1. Better Screening Is Essential

The pandemic has made us much more conscious of the risks that patients with damaged immunity face each time they sit in a waiting room. Patients that have a higher risk of complications from contracting an infection should be shielded and dealt with separately where possible. 

We've seen this take shape in the form of staggered appointments, social distancing, and isolating certain patients on arrival. These measures help to protect those most at risk and minimise unnecessary interactions throughout the practice.

As lockdown eases and more patients start returning to their local GP surgeries we expect these preventative measures to continue for the foreseeable future. 

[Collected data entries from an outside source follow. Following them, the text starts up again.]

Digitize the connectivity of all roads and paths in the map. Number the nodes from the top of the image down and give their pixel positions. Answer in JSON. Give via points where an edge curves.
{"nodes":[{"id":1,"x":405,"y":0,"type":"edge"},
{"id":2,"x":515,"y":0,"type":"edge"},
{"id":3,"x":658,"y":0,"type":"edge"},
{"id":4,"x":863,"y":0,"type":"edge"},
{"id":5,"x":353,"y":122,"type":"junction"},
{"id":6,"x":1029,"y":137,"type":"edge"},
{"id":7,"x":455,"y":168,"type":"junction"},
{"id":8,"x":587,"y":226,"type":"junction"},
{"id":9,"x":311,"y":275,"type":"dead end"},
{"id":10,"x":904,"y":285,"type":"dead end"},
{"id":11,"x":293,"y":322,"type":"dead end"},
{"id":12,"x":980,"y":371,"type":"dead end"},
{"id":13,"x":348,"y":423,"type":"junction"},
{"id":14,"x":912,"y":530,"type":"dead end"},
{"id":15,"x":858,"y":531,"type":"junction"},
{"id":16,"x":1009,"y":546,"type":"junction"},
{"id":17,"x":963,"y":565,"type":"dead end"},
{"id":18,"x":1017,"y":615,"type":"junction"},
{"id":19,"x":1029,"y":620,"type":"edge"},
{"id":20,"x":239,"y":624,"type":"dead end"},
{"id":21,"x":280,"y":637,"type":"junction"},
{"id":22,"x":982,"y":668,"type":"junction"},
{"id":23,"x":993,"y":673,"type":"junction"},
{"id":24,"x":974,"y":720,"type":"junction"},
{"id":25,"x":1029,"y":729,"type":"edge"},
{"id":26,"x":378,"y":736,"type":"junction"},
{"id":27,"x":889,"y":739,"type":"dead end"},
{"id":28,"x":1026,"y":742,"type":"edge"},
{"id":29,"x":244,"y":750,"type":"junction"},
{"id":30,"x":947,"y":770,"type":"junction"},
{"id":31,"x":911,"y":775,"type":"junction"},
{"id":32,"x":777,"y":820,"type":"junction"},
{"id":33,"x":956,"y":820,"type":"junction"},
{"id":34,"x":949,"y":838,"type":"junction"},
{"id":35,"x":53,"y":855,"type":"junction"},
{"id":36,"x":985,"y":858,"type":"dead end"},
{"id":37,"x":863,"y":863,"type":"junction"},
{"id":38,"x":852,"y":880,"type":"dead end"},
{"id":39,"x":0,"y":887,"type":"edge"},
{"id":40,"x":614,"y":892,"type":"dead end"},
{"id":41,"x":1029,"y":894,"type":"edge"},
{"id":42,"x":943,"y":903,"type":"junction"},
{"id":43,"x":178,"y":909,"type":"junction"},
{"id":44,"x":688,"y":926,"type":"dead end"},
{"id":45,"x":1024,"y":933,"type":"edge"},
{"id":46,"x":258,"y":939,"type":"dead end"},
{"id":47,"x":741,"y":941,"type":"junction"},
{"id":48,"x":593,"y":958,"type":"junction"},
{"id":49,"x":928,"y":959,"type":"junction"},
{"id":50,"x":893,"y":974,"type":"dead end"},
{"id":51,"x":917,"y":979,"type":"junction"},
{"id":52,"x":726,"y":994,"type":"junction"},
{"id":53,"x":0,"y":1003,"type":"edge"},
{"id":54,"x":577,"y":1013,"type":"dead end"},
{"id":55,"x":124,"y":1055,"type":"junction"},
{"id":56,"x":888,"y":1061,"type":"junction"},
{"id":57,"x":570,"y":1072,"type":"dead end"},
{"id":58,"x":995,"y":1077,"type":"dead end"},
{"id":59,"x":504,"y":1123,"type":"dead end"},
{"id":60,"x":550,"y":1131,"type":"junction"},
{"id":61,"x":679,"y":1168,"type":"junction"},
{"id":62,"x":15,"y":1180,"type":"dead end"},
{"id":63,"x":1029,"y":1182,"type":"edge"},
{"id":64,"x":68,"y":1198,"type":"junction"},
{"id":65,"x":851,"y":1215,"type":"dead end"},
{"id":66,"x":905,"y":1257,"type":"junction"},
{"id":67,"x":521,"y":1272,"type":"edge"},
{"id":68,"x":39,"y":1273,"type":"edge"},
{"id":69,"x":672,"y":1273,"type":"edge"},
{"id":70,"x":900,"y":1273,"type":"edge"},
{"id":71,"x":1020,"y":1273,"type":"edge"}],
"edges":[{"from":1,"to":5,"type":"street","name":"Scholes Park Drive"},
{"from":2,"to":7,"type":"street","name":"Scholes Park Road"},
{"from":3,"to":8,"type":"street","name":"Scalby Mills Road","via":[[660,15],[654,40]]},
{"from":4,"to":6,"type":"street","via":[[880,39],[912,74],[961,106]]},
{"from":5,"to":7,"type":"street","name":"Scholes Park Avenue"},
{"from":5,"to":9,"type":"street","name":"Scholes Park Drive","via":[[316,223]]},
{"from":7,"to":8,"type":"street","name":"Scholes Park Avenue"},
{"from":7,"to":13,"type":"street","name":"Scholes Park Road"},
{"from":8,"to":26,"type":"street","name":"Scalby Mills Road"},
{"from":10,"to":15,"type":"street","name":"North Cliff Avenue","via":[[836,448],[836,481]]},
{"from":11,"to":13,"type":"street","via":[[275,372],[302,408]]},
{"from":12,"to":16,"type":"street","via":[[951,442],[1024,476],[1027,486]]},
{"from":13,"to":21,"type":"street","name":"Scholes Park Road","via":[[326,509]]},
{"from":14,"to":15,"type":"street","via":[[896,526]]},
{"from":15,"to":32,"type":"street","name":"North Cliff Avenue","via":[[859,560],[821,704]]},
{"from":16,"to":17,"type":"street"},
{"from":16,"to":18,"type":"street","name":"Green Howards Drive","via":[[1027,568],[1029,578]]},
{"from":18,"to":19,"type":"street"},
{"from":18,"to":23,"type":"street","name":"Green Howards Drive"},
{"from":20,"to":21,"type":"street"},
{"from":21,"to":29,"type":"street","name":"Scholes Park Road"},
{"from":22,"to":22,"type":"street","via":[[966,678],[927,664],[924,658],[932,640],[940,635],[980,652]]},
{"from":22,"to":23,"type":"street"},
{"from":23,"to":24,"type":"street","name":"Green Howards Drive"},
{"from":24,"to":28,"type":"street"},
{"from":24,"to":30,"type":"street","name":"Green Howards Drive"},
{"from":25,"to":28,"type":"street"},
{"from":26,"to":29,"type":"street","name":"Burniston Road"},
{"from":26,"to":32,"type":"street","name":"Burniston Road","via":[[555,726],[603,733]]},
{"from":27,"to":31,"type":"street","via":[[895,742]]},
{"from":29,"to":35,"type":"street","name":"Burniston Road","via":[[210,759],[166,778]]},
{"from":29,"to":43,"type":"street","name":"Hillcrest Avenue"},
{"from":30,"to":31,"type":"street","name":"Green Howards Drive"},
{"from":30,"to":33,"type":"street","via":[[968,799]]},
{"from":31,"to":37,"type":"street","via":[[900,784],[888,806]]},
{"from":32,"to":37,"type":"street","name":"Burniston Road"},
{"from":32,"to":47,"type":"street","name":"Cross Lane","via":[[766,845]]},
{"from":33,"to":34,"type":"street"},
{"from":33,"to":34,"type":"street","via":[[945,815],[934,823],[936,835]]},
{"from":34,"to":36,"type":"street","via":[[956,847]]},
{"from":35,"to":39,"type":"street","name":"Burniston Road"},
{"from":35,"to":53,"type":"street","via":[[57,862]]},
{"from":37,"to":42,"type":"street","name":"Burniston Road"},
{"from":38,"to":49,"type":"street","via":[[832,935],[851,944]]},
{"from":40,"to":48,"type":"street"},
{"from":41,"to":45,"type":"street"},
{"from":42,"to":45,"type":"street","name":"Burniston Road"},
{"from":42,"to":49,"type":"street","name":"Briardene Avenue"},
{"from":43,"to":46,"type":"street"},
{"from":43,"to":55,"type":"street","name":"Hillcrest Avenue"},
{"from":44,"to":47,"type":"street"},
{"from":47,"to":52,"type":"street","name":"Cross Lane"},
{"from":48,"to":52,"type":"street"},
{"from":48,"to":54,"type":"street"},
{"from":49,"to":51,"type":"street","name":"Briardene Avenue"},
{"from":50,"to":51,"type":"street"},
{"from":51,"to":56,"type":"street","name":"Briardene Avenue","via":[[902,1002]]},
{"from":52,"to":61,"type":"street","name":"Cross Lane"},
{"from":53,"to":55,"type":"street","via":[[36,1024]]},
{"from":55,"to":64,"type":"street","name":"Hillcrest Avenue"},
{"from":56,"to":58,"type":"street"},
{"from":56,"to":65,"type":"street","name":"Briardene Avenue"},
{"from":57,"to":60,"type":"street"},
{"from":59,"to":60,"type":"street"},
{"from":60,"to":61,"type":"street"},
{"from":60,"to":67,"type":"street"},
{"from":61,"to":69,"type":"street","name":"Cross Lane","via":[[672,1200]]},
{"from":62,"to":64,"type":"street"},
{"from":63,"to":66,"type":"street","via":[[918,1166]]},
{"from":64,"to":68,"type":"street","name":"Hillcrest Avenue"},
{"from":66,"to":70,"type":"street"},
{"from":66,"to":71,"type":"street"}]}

2. Digital Technology Is Here to Stay

The fast adoption of digital patient engagement technology has been a crucial part of the medical response to the current crisis.

We've seen a future in which many medical appointments can be performed from home. Technology has made it easier than ever for patients to access the healthcare information and advice that they need, all while avoiding long and arduous waits in GP waiting rooms.  

Video consultations, online bookings, and remote technology have played a significant role in reducing footfall and helping the continued delivery of care while patients are away from the practice. The accelerated shift to digital technology has been consistently well-received, so many of the tools that have gained traction during this time will be a mainstay in healthcare when things return to normal.

3. Safety & Assurance Are Key

For many, the uncertainty surrounding the current healthcare environment can leave many patients anxious when they arrive at your practice. We've seen attempts to mitigate this, with regular cleaning routines across busy areas, wellness checks, and better management of patient flow – to help put patients at ease. 

The increased use of digital signage is also playing a role in ensuring patients are kept engaged and informed while they wait for their appointments. Waiting room screens help share relevant information, advice, and support to patients that may be apprehensive about coming into the practice. They also help establish a consistent, trustworthy rapport with your patients, and stop the spread of misinformation.

The New Normal

If the recent upheavals have taught us anything, it's that digital technology can be a vital resource in the modern waiting room.

How we handle healthcare has changed irrefutably and benefits of digital care are set to extend far beyond the current crisis and will remain a significant part of healthcare long after it's over.